We bounced once or twice before my pelvic floor gave way.

That was the first and last time I went on that trampoline.

Months later,  we were tired of the mammoth trampoline,  so I put it back up on Ebay ($1 reserve,  winner must come and dismantle) and a family from Katoomba came and took it away.  It gave us back our lawn but the Woogette’s were less than impressed.

I gave myself a crash course in mathematics and decided an 8 foot trampoline was more suitable for our backyard,   so again it was delivered and we had a BBQ for our friends which was a guise again for them to come and help put it together.
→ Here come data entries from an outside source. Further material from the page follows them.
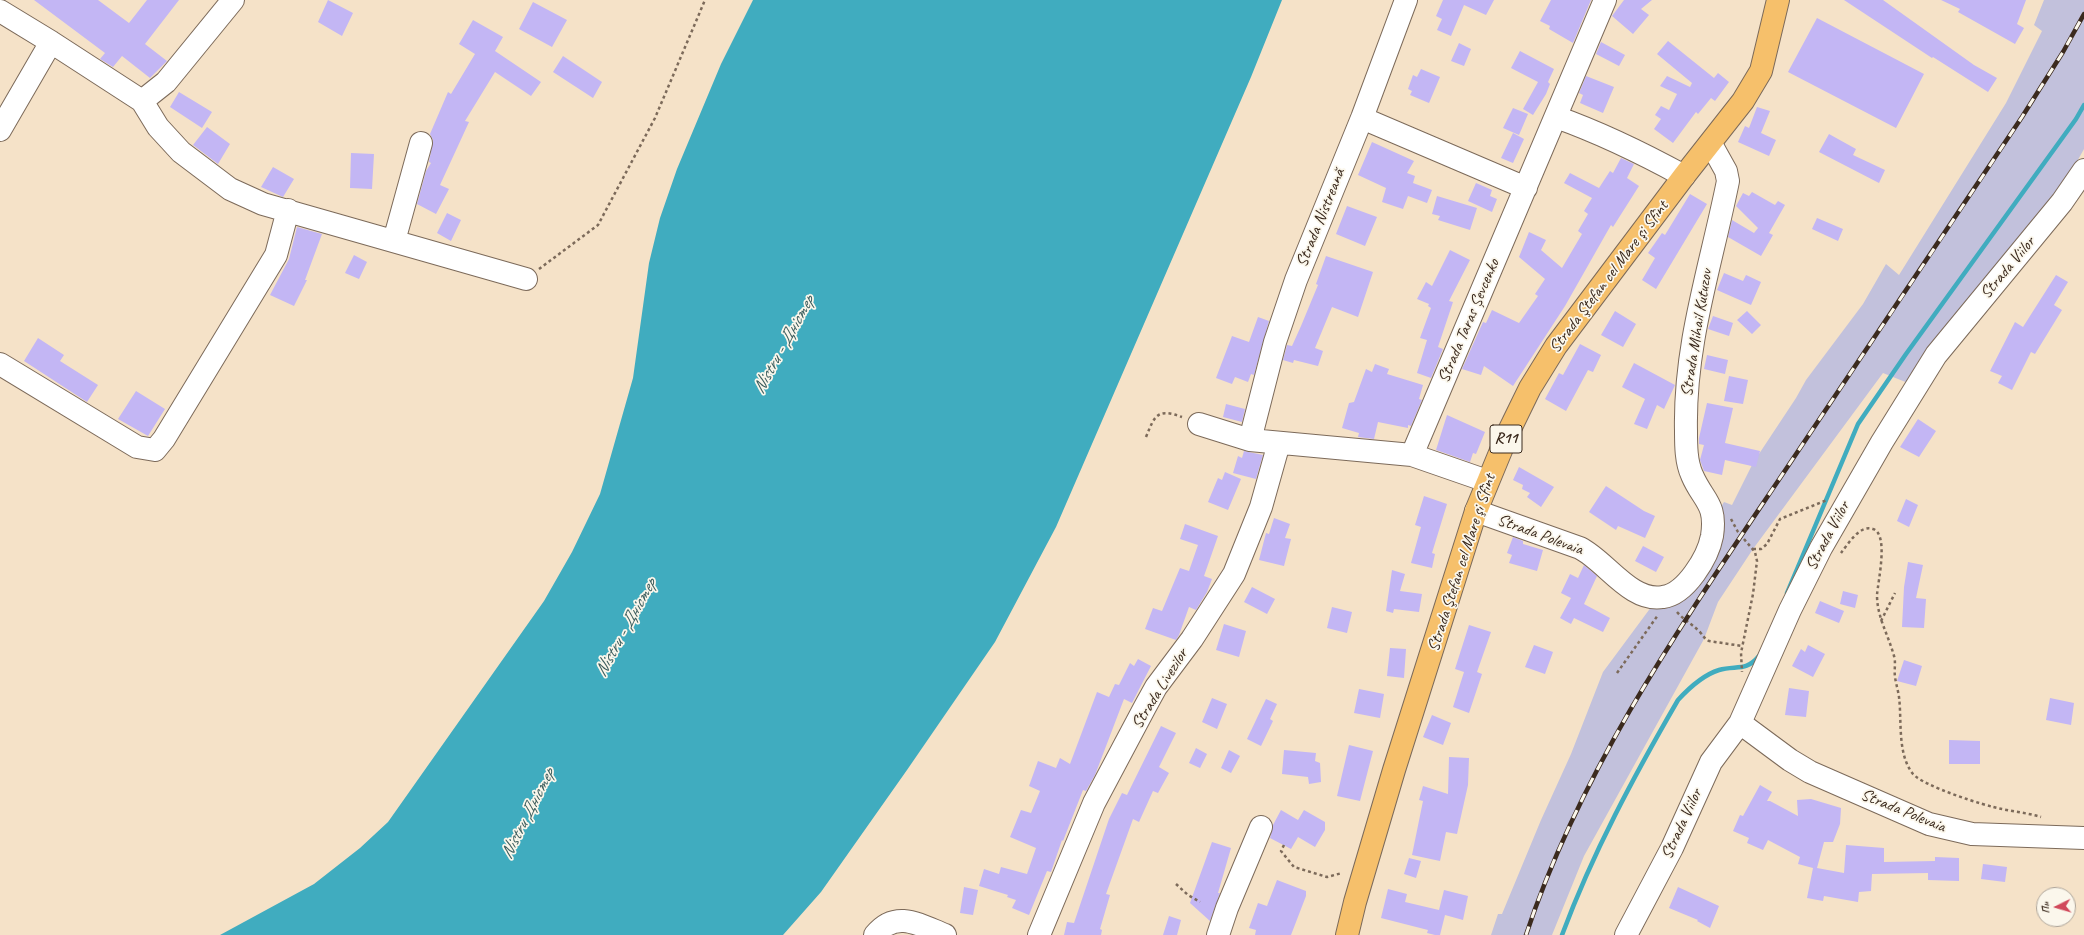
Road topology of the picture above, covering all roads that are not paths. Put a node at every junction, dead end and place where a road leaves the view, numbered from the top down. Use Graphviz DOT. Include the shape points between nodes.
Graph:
graph roads {
  1 [pos="233,0"];
  2 [pos="1406,0"];
  3 [pos="1605,0"];
  4 [pos="1778,0"];
  5 [pos="0,11"];
  6 [pos="51,42"];
  7 [pos="142,101"];
  8 [pos="1556,117"];
  9 [pos="1362,118"];
  10 [pos="0,130"];
  11 [pos="421,143"];
  12 [pos="1711,144"];
  13 [pos="2084,170"];
  14 [pos="1684,176"];
  15 [pos="1526,188"];
  16 [pos="288,210"];
  17 [pos="394,241"];
  18 [pos="526,279"];
  19 [pos="0,364"];
  20 [pos="1199,424"];
  21 [pos="1250,440"];
  22 [pos="1279,444"];
  23 [pos="1412,455"];
  24 [pos="1487,481"];
  25 [pos="1476,511"];
  26 [pos="1662,598"];
  27 [pos="1740,723"];
  28 [pos="1261,827"];
  29 [pos="2084,838"];
  30 [pos="882,929"];
  31 [pos="945,935"];
  32 [pos="1039,935"];
  33 [pos="1218,935"];
  34 [pos="1347,935"];
  35 [pos="1626,935"];
  1 -- 7 [label="street" via="166,82"];
  2 -- 9 [label="street, Strada Nistreană"];
  3 -- 8 [label="street, Strada Taras Șevcenko"];
  4 -- 12 [label="main road, Strada Ştefan cel Mare şi Sfînt / R11" via="1760,71 1735,114"];
  5 -- 6 [label="street"];
  6 -- 7 [label="street"];
  6 -- 10 [label="street"];
  7 -- 16 [label="street" via="158,127 181,152 230,189 264,204"];
  8 -- 14 [label="street" via="1613,139"];
  8 -- 15 [label="street, Strada Taras Șevcenko"];
  9 -- 15 [label="street"];
  9 -- 21 [label="street, Strada Nistreană" via="1291,294 1275,342"];
  11 -- 17 [label="street"];
  12 -- 14 [label="main road, Strada Ştefan cel Mare şi Sfînt / R11"];
  12 -- 26 [label="street, Strada Mihail Kutuzov" via="1726,171 1728,182 1698,311 1689,365 1686,416 1688,464 1694,480 1711,506 1710,546 1692,578 1674,593"];
  13 -- 27 [label="street, Strada Viilor" via="2062,202 1936,355 1851,493 1790,610"];
  14 -- 24 [label="main road, Strada Ştefan cel Mare şi Sfînt / R11" via="1556,346 1530,388"];
  15 -- 23 [label="street, Strada Taras Șevcenko"];
  16 -- 17 [label="street"];
  16 -- 19 [label="street" via="276,255 164,440 155,450 137,447"];
  17 -- 18 [label="street"];
  20 -- 21 [label="street"];
  21 -- 22 [label="street"];
  22 -- 23 [label="street"];
  22 -- 32 [label="street, Strada Livezilor" via="1262,507 1234,574 1192,639 1156,687 1094,803"];
  23 -- 24 [label="street"];
  24 -- 25 [label="main road, Strada Ştefan cel Mare şi Sfînt / R11"];
  25 -- 26 [label="street, Strada Polevaia" via="1580,548 1591,554 1629,587 1646,595"];
  25 -- 34 [label="main road, Strada Ştefan cel Mare şi Sfînt / R11" via="1394,770"];
  27 -- 29 [label="street, Strada Polevaia" via="1810,772 1929,824 1972,834"];
  27 -- 35 [label="street, Strada Viilor" via="1711,762 1672,848"];
  28 -- 33 [label="street"];
  30 -- 31 [label="street" via="908,921"];
}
Over the years,  that crap trampoline has devalued somewhat.  Friends who have been around since the start happily let their kids play on it and I believe this is because they have seen the deterioration so slowly and have not realised what a death trap it actually it.  When new school friends come over for a “Play Date” (whoever coined that phrase,  please proceed straight to the shit list) I see their mum’s peer out into our backyard and look concerned.  Very concerned.  Because most of them have trampolines that look like this.

Not this……..

Don’t think it looks so bad? Let’s take a closer look…..
This is what is left of the zipper that you are supposed to do up to prevent your kids from flying out and straight into casualty.  Or what dogs like to munch on.

The net is slipping down the poles faster than Shane Warne drops his pants.  The poles used to be wrapped in soft foam so you do not smack your head on them and hurt yourself.
Those two elements combined means that the net has lost nearly all use and when you lean on it,  or worse fall into it,  you are in great danger of sustaining a brain injury.
The blue padding that covers the rusty springs remain,  tied on by one lonely Velcro strap.  That strap has saved lives. We love that strap…..
But I suppose the most unique feature is the extra entry and exit hole which the Woogette’s added with a small pair of nail scissors that allows them not to argue anymore about who is to get in first.  Good one boys!  Remember the day you did that?  Mummy was so proud……
So that is our death trap that lives in our backyard.  So far (touch wood – hahaha Very funny Mr Woog,  get your hand off it.  It is not funny after the first time) we have had no need to make the trek to hospital. But it is starting to make my eyes hurt when I look out into the garden.
Have you got anything around your place that is way past it’s used by date?